Outro dia revi Apenas o Fim. Cada diálogo foi como se compusesse nossa despedida. Foram coisas lindas. Coisas bobas. Coisas nossas. Ele você ela eu. Quis te mandar um torpedo, quando foi dito: você é meu chicletinho mastigado. Não somente por ser a cara do que fomos, mas também porque interpretei de um jeito engraçado, sabe? É que vai ver o doce se perdeu, mas continua a grudar. Está grudado. Vai sempre ficar um pedaço, uma marquinha. Ficou.
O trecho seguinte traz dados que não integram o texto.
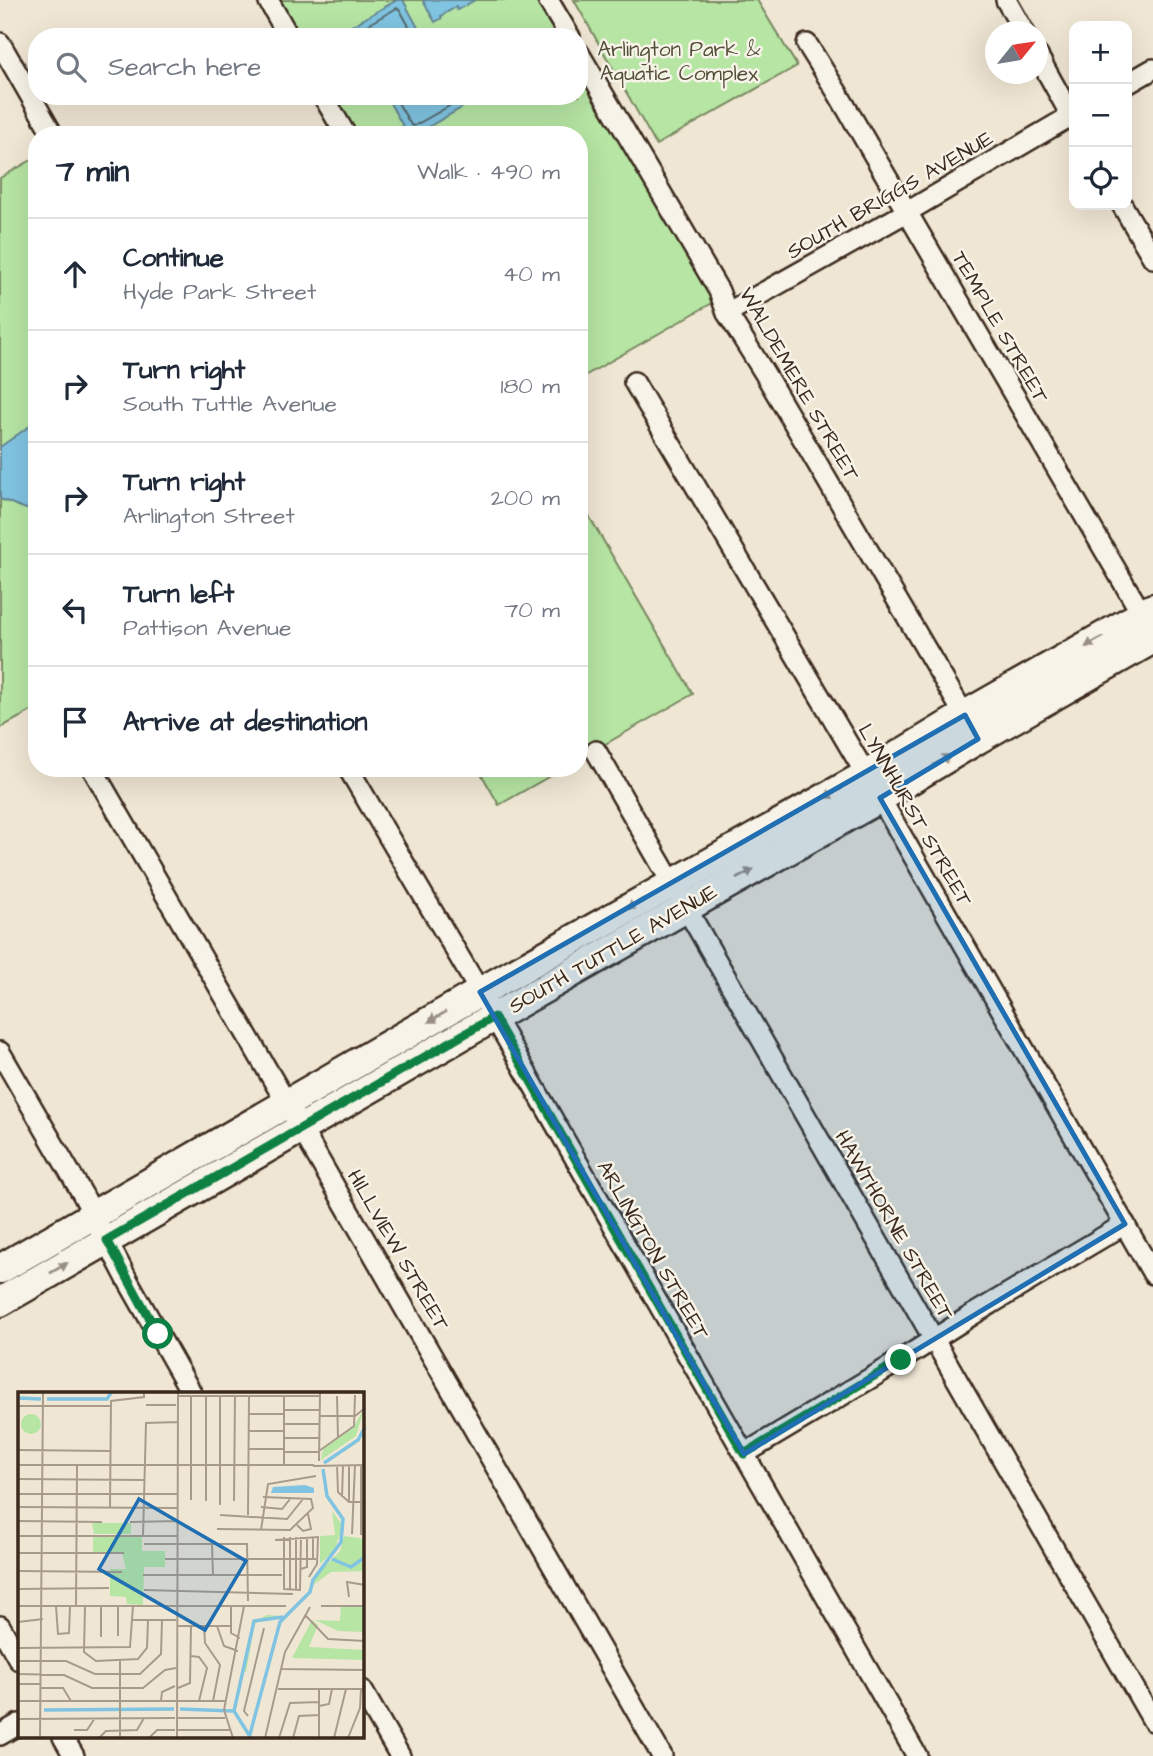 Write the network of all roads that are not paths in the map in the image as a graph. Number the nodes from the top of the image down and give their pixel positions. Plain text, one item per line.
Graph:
1 (268, 0) edge
2 (548, 0) edge
3 (1006, 0) edge
4 (1018, 21) edge
5 (284, 28) edge
6 (565, 28) edge
7 (0, 43) edge
8 (807, 44) dead end
9 (588, 68) edge
10 (1153, 69) edge
11 (1048, 73) edge
12 (1132, 81) edge
13 (28, 92) edge
14 (36, 105) edge
15 (328, 105) edge
16 (1069, 110) edge
17 (1069, 119) edge
18 (48, 126) edge
19 (341, 126) edge
20 (1125, 210) edge
21 (907, 212) junction
22 (1153, 258) edge
23 (727, 313) junction
24 (634, 382) dead end
25 (1150, 623) edge
26 (972, 727) junction
27 (596, 751) dead end
28 (97, 777) edge
29 (353, 777) edge
30 (873, 787) junction
31 (672, 883) junction
32 (686, 908) junction
33 (480, 992) junction
34 (494, 1017) junction
35 (0, 1052) edge
36 (287, 1104) junction
37 (301, 1128) junction
38 (94, 1216) junction
39 (1125, 1224) junction
40 (107, 1240) junction
41 (0, 1269) edge
42 (1153, 1274) edge
43 (0, 1301) edge
44 (934, 1339) junction
45 (191, 1392) edge
46 (744, 1454) junction
47 (0, 1626) edge
48 (18, 1658) edge
49 (364, 1693) edge
50 (1153, 1721) edge
51 (18, 1725) edge
52 (0, 1735) edge
53 (64, 1738) edge
54 (74, 1756) edge
55 (400, 1756) edge
56 (662, 1756) edge
57 (917, 1756) edge

1 - 5 street
2 - 6 street
3 - 4 street
7 - 13 street
8 - 21 street, TEMPLE STREET
9 - 23 street, WALDEMERE STREET
10 - 12 street
11 - 16 street
14 - 18 street
15 - 19 street
17 - 21 street, SOUTH BRIGGS AVENUE
20 - 22 street
21 - 23 street, SOUTH BRIGGS AVENUE
21 - 25 street, TEMPLE STREET
23 - 26 street, WALDEMERE STREET
24 - 30 street, LYNNHURST STREET
25 - 26 main road, SOUTH TUTTLE AVENUE
26 - 30 main road, SOUTH TUTTLE AVENUE
27 - 31 street, HAWTHORNE STREET
28 - 36 street, HILLVIEW STREET
29 - 33 street, ARLINGTON STREET
30 -> 31 main road, SOUTH TUTTLE AVENUE
32 -> 30 main road, SOUTH TUTTLE AVENUE
30 - 39 street, LYNNHURST STREET
31 - 32 street, HAWTHORNE STREET
31 -> 33 main road, SOUTH TUTTLE AVENUE
32 - 34 main road, SOUTH TUTTLE AVENUE
32 - 44 street, HAWTHORNE STREET
33 - 34 street, ARLINGTON STREET
33 -> 36 main road, SOUTH TUTTLE AVENUE
34 - 37 main road, SOUTH TUTTLE AVENUE
34 - 46 street, ARLINGTON STREET
35 - 38 street
36 - 37 street, HILLVIEW STREET
36 - 38 main road, SOUTH TUTTLE AVENUE
37 - 40 main road, SOUTH TUTTLE AVENUE
37 - 56 street, HILLVIEW STREET
38 - 40 street
38 - 41 main road, SOUTH TUTTLE AVENUE
39 - 42 street, LYNNHURST STREET
39 - 44 street
43 -> 40 main road, SOUTH TUTTLE AVENUE
40 - 45 street
44 - 46 street
44 - 50 street, HAWTHORNE STREET
46 - 57 street, ARLINGTON STREET
47 - 48 street
49 - 55 street
51 - 52 street
53 - 54 street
Aprendi que não existe pedagogia para sentimentos. Eu tive febre. E passou. Passou aquela vontade de querer te ligar durante o sinal vermelho só para contar do que andou acontecendo. A vontade de te contar das minhas revoltas, das minhas mudanças. Ando tão madura, tão mais boba, mais eu, menos você. Passou a vontade de falar do medo que tive nos primeiros dias, de ser a cada hora menos você. Passou. Passou inclusive o meu sorriso contente ao me imaginar escrevendo e lembrando nós dois, num futuro, balbuciando entre um suspiro e outro, com uma voz muito concentrada no azul, a frase do poeta: minha impressão é que tenho amado sempre.

Por ter/ser passado, hoje, quero pedir: não me devolva nada. Não me entregue tuas ternurinhas. Não me devolva tudo o que já te entreguei, agora, quando já não interessa. Você deixou a porta entreaberta, eu fechei. Fecho. Se abra inteiro, encontre alguma menina interessante, me deixe passar. O meu amor foi grande. É imenso. É sempre teu. Mas não mais vivemos juntos nele. Ainda penso conseguir um dia estar ao teu lado, saber te ouvir, arranhar teus ouvidos com meus sorrisos, ficar horas pendurada ao telefone. Me engano, assim, para doer menos. Já doeu demais.

Continuo a te querer bem. Respeito nosso relicário. Respeito você. Sempre que noto as coisinhas construídas que me foram deixadas, me sinto leve. Faz cócegas ter você me alicerçando. Amores de ontem, todavia, devem ficar na poesia intocável. Por isso afirmo que aqui, nesse parágrafo, estou me despindo de você. Deixo tudo. Vai haver um ponto final adiante, porque aprendi a usá-lo. Deixo aqui. Não aceito devoluções. Se não for teu, sempre será de alguém.

Te abraço com calma, para que os corpos solucem todos os beijos que não foram dados. Te entrego alguma coisa bem bonita. Que todo o amor que deixei seja teu, ainda que levado por outro alguém.

Que o coração jamais se apague.

P.S.: O que importa, realmente já foi feito. E é nosso. Sempre seremos nossos, porque ninguém nunca nos terá igual. Nunca havia sido tão assim, eterno.